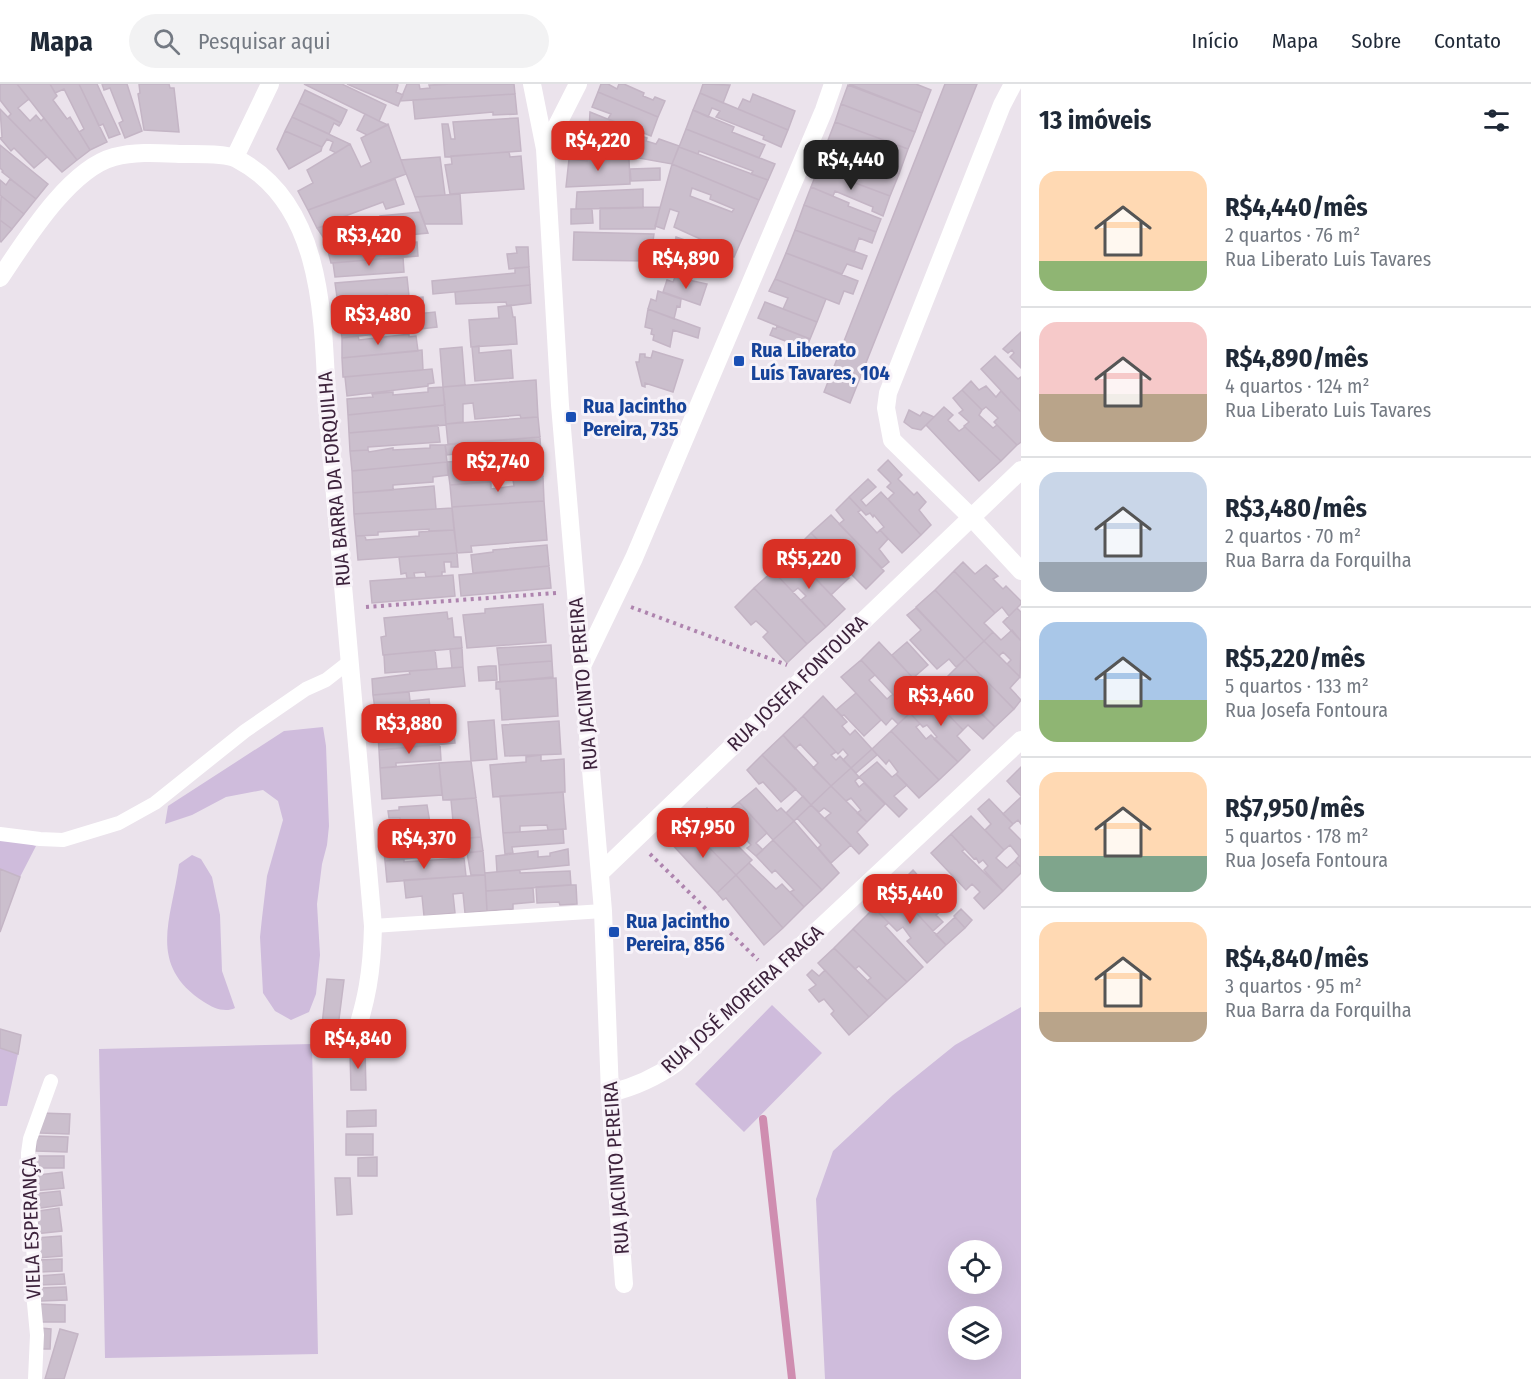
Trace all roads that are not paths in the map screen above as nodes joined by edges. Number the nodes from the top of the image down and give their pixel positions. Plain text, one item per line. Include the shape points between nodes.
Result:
1 (270, 84) edge
2 (532, 84) edge
3 (578, 84) edge
4 (833, 84) edge
5 (1013, 84) edge
6 (545, 149) junction
7 (235, 157) junction
8 (0, 278) edge
9 (1021, 470) edge
10 (971, 517) junction
11 (1021, 571) edge
12 (349, 663) junction
13 (581, 667) junction
14 (1021, 740) edge
15 (0, 834) edge
16 (600, 873) junction
17 (603, 911) junction
18 (373, 926) junction
19 (352, 1045) dead end
20 (51, 1080) dead end
21 (610, 1093) junction
22 (624, 1284) dead end
23 (35, 1379) edge

1 - 7 street
2 - 6 street, RUA JACINTO PEREIRA
3 - 6 street
4 - 13 street via 634,558
5 - 10 street via 888,393 886,408 892,440
6 - 13 street, RUA JACINTO PEREIRA
7 - 8 street via 146,153 114,157 89,169 34,228
7 - 12 street, RUA BARRA DA FORQUILHA via 262,176 279,195 305,242 315,271 323,317
9 - 10 street, RUA JOSEFA FONTOURA
10 - 11 street
10 - 16 street, RUA JOSEFA FONTOURA
12 - 15 lane via 245,731 155,803 119,823 63,840
12 - 18 street, RUA BARRA DA FORQUILHA
13 - 16 street, RUA JACINTO PEREIRA
14 - 21 street, RUA JOSÉ MOREIRA FRAGA via 676,1063 657,1077
16 - 17 street, RUA JACINTO PEREIRA
17 - 18 lane
17 - 21 street, RUA JACINTO PEREIRA
18 - 19 street, RUA BARRA DA FORQUILHA via 365,1006
20 - 23 lane, VIELA ESPERANÇA via 28,1153 37,1335
21 - 22 street, RUA JACINTO PEREIRA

### WHAT YOU WILL DO
Without including any picture, print every record exactly as written above.

### OUTPUT OF THE EXERCISE
Trace all roads that are not paths in the map screen above as nodes joined by edges. Number the nodes from the top of the image down and give their pixel positions. Plain text, one item per line. Include the shape points between nodes.
Result:
1 (270, 84) edge
2 (532, 84) edge
3 (578, 84) edge
4 (833, 84) edge
5 (1013, 84) edge
6 (545, 149) junction
7 (235, 157) junction
8 (0, 278) edge
9 (1021, 470) edge
10 (971, 517) junction
11 (1021, 571) edge
12 (349, 663) junction
13 (581, 667) junction
14 (1021, 740) edge
15 (0, 834) edge
16 (600, 873) junction
17 (603, 911) junction
18 (373, 926) junction
19 (352, 1045) dead end
20 (51, 1080) dead end
21 (610, 1093) junction
22 (624, 1284) dead end
23 (35, 1379) edge

1 - 7 street
2 - 6 street, RUA JACINTO PEREIRA
3 - 6 street
4 - 13 street via 634,558
5 - 10 street via 888,393 886,408 892,440
6 - 13 street, RUA JACINTO PEREIRA
7 - 8 street via 146,153 114,157 89,169 34,228
7 - 12 street, RUA BARRA DA FORQUILHA via 262,176 279,195 305,242 315,271 323,317
9 - 10 street, RUA JOSEFA FONTOURA
10 - 11 street
10 - 16 street, RUA JOSEFA FONTOURA
12 - 15 lane via 245,731 155,803 119,823 63,840
12 - 18 street, RUA BARRA DA FORQUILHA
13 - 16 street, RUA JACINTO PEREIRA
14 - 21 street, RUA JOSÉ MOREIRA FRAGA via 676,1063 657,1077
16 - 17 street, RUA JACINTO PEREIRA
17 - 18 lane
17 - 21 street, RUA JACINTO PEREIRA
18 - 19 street, RUA BARRA DA FORQUILHA via 365,1006
20 - 23 lane, VIELA ESPERANÇA via 28,1153 37,1335
21 - 22 street, RUA JACINTO PEREIRA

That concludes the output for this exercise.